Segment Open

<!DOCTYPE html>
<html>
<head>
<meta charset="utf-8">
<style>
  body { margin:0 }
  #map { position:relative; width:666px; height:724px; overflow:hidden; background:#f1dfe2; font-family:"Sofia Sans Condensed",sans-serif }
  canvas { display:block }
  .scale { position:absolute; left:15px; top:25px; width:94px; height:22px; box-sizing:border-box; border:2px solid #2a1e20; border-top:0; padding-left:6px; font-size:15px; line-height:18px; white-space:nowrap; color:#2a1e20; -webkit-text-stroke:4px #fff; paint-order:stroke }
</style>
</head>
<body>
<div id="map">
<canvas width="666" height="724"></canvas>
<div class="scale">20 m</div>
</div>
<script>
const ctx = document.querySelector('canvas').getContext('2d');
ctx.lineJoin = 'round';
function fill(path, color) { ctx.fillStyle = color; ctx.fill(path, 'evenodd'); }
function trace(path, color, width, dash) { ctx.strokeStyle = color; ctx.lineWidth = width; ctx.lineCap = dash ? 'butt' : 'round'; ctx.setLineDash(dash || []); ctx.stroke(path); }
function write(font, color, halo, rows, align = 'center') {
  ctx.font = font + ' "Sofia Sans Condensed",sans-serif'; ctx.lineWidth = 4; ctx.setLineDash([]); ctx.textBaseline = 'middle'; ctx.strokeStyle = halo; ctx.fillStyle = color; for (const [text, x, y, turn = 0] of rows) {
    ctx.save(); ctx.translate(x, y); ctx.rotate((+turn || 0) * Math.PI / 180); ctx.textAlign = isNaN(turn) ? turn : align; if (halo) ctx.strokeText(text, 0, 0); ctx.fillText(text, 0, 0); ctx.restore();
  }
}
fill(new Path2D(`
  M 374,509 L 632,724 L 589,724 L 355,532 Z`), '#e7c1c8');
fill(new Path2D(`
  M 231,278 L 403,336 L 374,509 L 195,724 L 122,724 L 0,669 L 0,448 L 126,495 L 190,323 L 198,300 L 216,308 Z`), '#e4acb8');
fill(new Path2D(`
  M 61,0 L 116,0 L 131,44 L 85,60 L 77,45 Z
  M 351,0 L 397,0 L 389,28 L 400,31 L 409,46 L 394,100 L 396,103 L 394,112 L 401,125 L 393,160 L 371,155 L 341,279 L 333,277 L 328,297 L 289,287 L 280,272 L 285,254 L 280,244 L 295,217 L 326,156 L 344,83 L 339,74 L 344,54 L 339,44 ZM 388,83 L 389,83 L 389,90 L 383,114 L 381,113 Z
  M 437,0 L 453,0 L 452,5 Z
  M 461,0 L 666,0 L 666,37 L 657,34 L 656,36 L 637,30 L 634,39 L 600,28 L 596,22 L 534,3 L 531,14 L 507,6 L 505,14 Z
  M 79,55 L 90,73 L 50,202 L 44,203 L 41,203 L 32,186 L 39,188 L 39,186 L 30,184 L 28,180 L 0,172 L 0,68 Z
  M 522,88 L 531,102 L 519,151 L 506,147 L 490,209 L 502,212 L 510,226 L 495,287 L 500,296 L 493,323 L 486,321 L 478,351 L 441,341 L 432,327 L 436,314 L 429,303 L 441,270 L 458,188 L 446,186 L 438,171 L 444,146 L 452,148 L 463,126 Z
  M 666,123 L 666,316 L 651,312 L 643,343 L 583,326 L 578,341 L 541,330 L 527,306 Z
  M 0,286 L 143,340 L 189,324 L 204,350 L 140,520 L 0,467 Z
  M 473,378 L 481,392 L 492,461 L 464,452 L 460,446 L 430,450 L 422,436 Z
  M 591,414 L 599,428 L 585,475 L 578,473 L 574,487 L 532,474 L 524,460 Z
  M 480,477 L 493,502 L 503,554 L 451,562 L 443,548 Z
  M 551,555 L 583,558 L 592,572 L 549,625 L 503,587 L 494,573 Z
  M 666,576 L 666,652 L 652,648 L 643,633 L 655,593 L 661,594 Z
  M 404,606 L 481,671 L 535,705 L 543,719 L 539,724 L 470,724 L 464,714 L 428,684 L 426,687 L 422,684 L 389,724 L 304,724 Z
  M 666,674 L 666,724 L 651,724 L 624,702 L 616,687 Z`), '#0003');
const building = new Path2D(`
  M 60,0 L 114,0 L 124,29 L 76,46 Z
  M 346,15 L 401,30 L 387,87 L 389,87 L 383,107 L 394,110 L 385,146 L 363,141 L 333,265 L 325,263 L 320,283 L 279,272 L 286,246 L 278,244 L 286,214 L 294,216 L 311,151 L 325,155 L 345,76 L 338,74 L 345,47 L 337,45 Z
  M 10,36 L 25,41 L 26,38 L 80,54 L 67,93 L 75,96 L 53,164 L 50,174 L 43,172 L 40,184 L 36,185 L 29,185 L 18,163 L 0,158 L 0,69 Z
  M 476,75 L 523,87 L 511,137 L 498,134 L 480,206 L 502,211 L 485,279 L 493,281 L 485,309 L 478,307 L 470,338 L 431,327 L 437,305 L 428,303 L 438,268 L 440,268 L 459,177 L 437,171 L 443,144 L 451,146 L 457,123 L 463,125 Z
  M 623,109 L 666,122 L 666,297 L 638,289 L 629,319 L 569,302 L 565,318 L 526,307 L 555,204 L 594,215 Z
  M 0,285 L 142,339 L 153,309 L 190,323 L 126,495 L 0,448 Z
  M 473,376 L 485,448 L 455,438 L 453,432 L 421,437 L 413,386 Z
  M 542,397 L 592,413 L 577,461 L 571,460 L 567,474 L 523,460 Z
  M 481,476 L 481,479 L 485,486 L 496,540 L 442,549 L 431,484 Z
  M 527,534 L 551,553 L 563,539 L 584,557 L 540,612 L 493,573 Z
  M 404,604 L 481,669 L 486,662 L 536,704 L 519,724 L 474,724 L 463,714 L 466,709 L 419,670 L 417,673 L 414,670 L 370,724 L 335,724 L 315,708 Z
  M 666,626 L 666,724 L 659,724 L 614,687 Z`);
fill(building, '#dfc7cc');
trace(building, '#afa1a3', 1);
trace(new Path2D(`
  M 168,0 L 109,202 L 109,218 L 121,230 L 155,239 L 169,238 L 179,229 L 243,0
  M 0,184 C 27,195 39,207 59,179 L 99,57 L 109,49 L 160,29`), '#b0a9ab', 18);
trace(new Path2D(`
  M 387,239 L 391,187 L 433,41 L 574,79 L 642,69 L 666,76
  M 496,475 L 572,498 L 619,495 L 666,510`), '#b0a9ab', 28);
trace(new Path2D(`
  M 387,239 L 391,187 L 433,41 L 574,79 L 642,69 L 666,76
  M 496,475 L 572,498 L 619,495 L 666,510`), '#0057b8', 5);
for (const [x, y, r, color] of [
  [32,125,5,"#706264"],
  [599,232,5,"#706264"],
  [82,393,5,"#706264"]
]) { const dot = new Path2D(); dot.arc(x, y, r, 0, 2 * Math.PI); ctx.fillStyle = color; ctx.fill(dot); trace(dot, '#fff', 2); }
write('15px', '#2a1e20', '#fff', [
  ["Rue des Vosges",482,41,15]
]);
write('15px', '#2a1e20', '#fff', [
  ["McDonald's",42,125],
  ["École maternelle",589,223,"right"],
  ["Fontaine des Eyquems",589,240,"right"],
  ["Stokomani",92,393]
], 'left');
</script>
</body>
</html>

Segment Closed

### TO DO
The answer must be every line from the records above that contains the word "rows", copied in full.

### ANSWER AREA
function write(font, color, halo, rows, align = 'center') {
  ctx.font = font + ' "Sofia Sans Condensed",sans-serif'; ctx.lineWidth = 4; ctx.setLineDash([]); ctx.textBaseline = 'middle'; ctx.strokeStyle = halo; ctx.fillStyle = color; for (const [text, x, y, turn = 0] of rows) {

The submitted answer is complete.